Maintaining my Heeb…
In October I attended a Yom Kippur service, ringing in 5762 (the new year) in style at the Chabad House in Itaewon. In December I taught my students and friends in Yeoju about Hannukah, the Jewish festival celebrating the Maccabee’s victory over the Greeks, in which we light candles on a menorah for 8 nights, play dreidle, and eat latkes. (Like every Jewish holiday: we fought, we won, let’s eat.)
In March I attended a very special event hosted by Chabad that celebrated the first ever Sefer Torah in Korea. A hand-crafted Torah scroll from Israel, made specifically for the Jewish community in Seoul. The event began at the Seoul Grand Hyatt, with a special ceremony in which members of the community could have one letter of their Hebrew name inscribed in the final passage of the Torah scroll. There were Chabad rabbis from all over Asia, and of course lots of shmoozing and noshing was involved. In a most ceremonious manner, the Torah was carried through the streets of Seoul with a trail of people singing and dancing, on one of the first warm nights of the year. We definitely made a spectacle of ourselves, which made the celebration that much better.
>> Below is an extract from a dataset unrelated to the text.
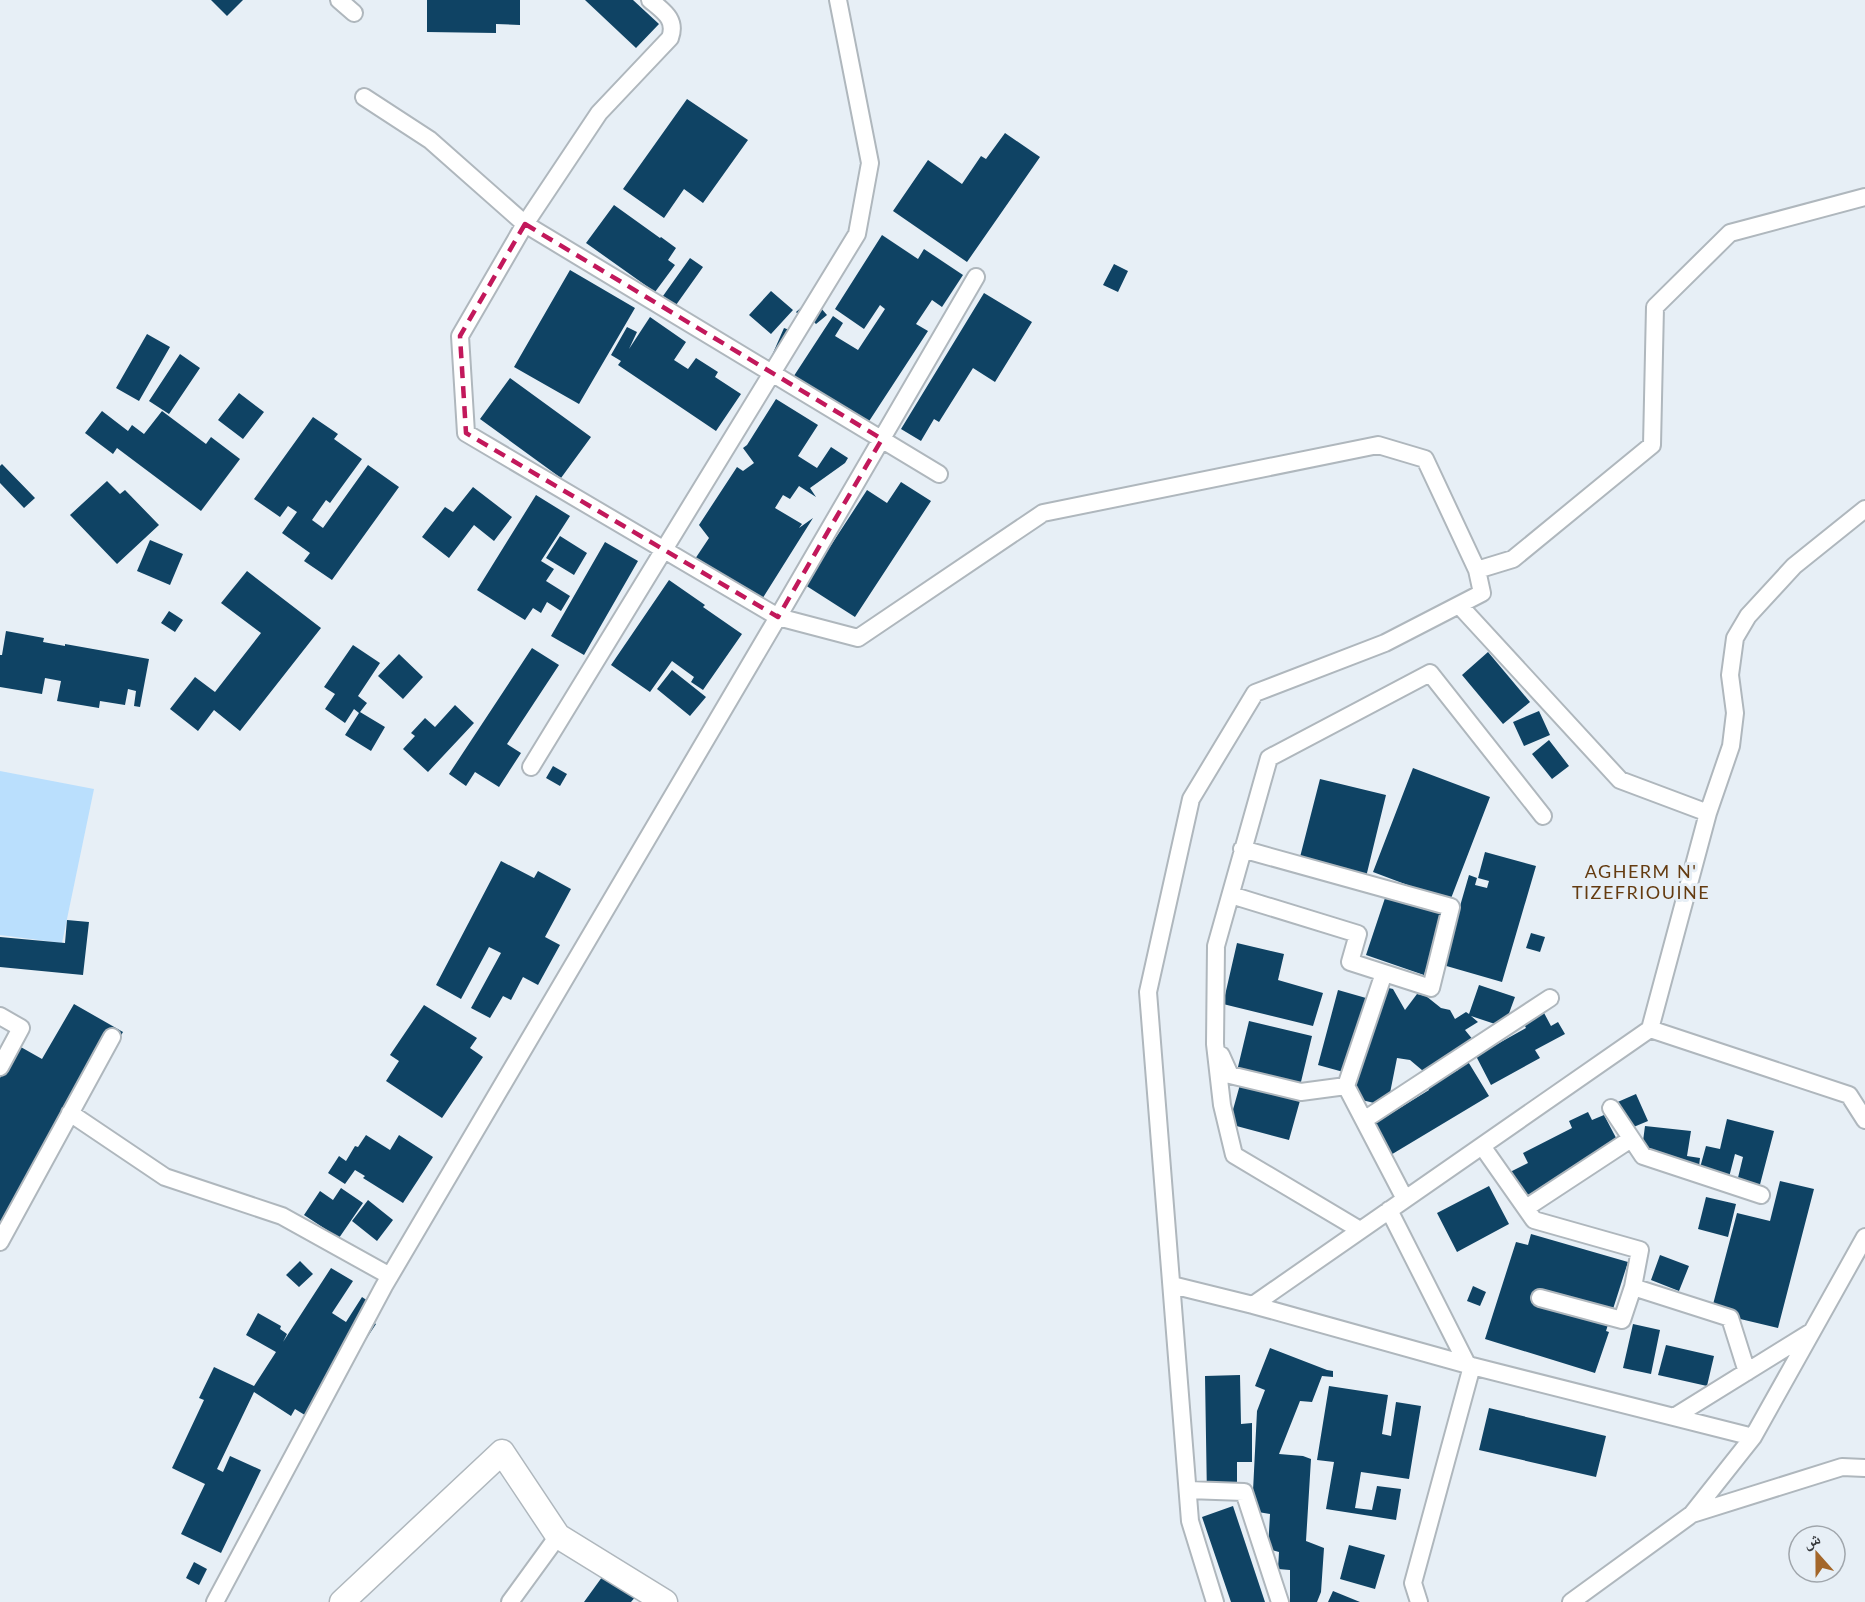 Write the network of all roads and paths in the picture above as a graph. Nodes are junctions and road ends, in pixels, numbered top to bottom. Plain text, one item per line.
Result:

The event culminated in a dance party at the Chabad House in Hannam-dong, with more food, lots of booze, and dancing. An amazingly unique event to be a part of. Read the Seoulist article for more details!
In April, I celebrated Passover at the Yongsan Army Base, surrounded by 70 Jews living in Korea, of all ages, denominations, and professions. The best part about the event was listening to Rabbi/Cantor Angela Buchdahl, the Cantor at my synagogue, Central Synagogue in NYC, lead the seder in a thoughtful and meaningful way. She was the first person I had seen from home in about 7 months, so it was also refreshing to see a familiar face.